Dunya received widespread acclaim from critics, and appeared on a number of year-end lists; Billboard Canada called it "one of the most acclaimed albums of 2024". Critics praised the blend of traditional Arabic musical instruments and modern Western sounds, as well as Mustafa's vocal versatility.

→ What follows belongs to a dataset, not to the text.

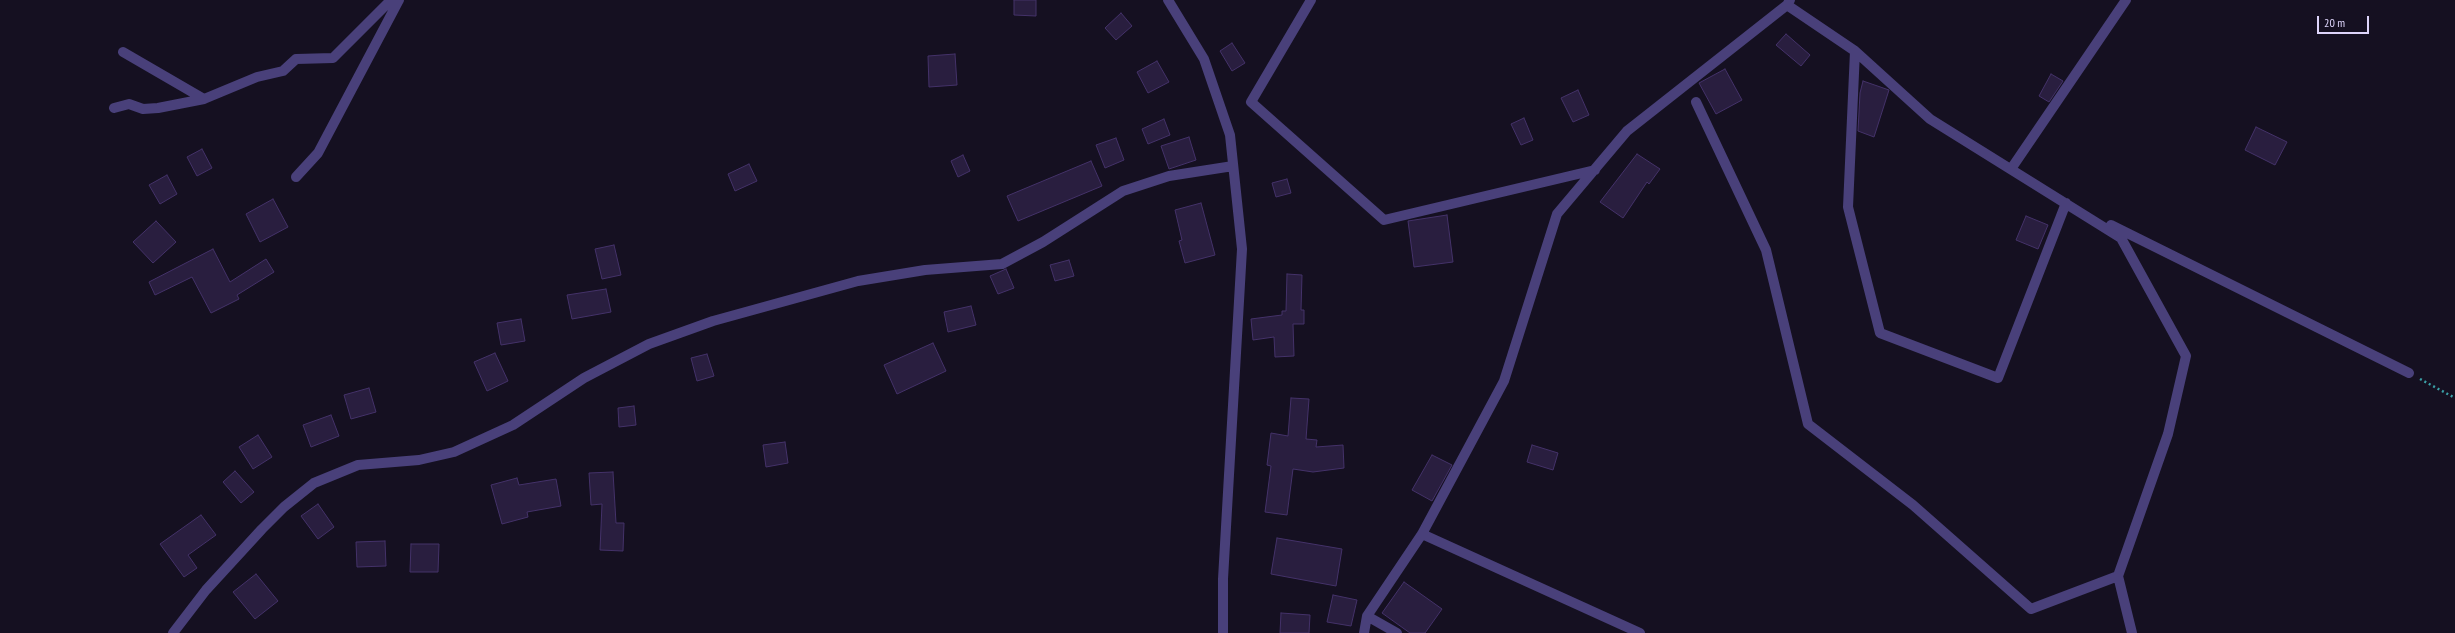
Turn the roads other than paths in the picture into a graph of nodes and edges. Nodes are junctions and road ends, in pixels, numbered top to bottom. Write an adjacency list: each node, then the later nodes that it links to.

Paul Attard of Slant Magazine called the album "a stunning work of autobiographical reflection", while Jen Long of The Line of Best Fit complimented its "timeless soul and sweeping heart". Kelsey Adams of CBC Music said "Dunya sounds both nostalgic and fresh, a new take on a well-trodden genre". Annabel Martin of The Daily Telegraph complimented Mustafa on "finding beauty in the ugly" and "[carving] out his own section within folk." Jonathan Bernstein of Rolling Stone praised the "rich melody and understated hooks" of Dunya, calling it "a gorgeous treatise on rage and faith". In a three-star review, Alexis Petridis of The Guardian felt that the album's "songs are well written and melodically strong" but that "they start to blur into one" due to their slow and melancholy nature.
It was also selected as one of the 10 best Canadian albums comprising the 2025 Polaris Music Prize short-list.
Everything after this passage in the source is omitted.